(Collected data entries)
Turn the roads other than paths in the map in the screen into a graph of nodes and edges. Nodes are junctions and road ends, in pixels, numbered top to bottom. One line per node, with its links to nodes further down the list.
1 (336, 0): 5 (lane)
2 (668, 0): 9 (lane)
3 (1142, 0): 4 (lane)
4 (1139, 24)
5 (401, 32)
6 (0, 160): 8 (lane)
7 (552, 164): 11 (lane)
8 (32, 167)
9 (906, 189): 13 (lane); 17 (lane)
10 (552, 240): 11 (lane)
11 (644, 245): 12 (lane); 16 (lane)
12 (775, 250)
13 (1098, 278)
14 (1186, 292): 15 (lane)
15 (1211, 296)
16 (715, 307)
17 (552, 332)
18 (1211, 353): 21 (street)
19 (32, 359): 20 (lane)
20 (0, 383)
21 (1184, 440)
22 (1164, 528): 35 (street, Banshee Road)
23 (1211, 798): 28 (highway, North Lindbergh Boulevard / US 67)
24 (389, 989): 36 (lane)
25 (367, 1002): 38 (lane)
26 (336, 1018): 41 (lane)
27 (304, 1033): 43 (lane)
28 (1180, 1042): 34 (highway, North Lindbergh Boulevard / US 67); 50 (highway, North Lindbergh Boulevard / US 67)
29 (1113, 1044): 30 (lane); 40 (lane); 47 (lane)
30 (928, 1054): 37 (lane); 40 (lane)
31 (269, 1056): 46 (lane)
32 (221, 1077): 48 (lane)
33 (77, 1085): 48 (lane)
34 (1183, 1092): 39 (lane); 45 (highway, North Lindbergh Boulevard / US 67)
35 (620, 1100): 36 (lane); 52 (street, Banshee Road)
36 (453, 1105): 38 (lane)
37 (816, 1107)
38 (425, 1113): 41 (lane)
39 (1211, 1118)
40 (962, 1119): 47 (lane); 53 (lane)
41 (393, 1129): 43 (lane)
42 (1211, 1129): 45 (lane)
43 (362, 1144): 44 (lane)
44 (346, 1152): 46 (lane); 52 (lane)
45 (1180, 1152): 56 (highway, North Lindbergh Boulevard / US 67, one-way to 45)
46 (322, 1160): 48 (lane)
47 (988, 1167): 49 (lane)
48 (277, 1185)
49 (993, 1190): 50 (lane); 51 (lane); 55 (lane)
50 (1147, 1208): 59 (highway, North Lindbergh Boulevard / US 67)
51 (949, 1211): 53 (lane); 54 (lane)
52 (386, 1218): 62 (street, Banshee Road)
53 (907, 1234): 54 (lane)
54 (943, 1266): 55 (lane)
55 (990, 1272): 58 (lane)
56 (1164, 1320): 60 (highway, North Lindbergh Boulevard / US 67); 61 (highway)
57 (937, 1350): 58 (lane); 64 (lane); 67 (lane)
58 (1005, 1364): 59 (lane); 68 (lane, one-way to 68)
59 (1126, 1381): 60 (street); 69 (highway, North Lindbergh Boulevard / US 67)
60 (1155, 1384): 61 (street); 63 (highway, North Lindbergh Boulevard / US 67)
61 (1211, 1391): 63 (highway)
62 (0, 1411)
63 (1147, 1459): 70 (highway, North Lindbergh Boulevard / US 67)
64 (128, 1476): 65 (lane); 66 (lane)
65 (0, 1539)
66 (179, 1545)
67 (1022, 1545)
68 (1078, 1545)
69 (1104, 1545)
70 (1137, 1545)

** Problem description **
Report back each line of the entries that holds the string "street".

** Result of this exercise **
18 (1211, 353): 21 (street)
22 (1164, 528): 35 (street, Banshee Road)
35 (620, 1100): 36 (lane); 52 (street, Banshee Road)
52 (386, 1218): 62 (street, Banshee Road)
59 (1126, 1381): 60 (street); 69 (highway, North Lindbergh Boulevard / US 67)
60 (1155, 1384): 61 (street); 63 (highway, North Lindbergh Boulevard / US 67)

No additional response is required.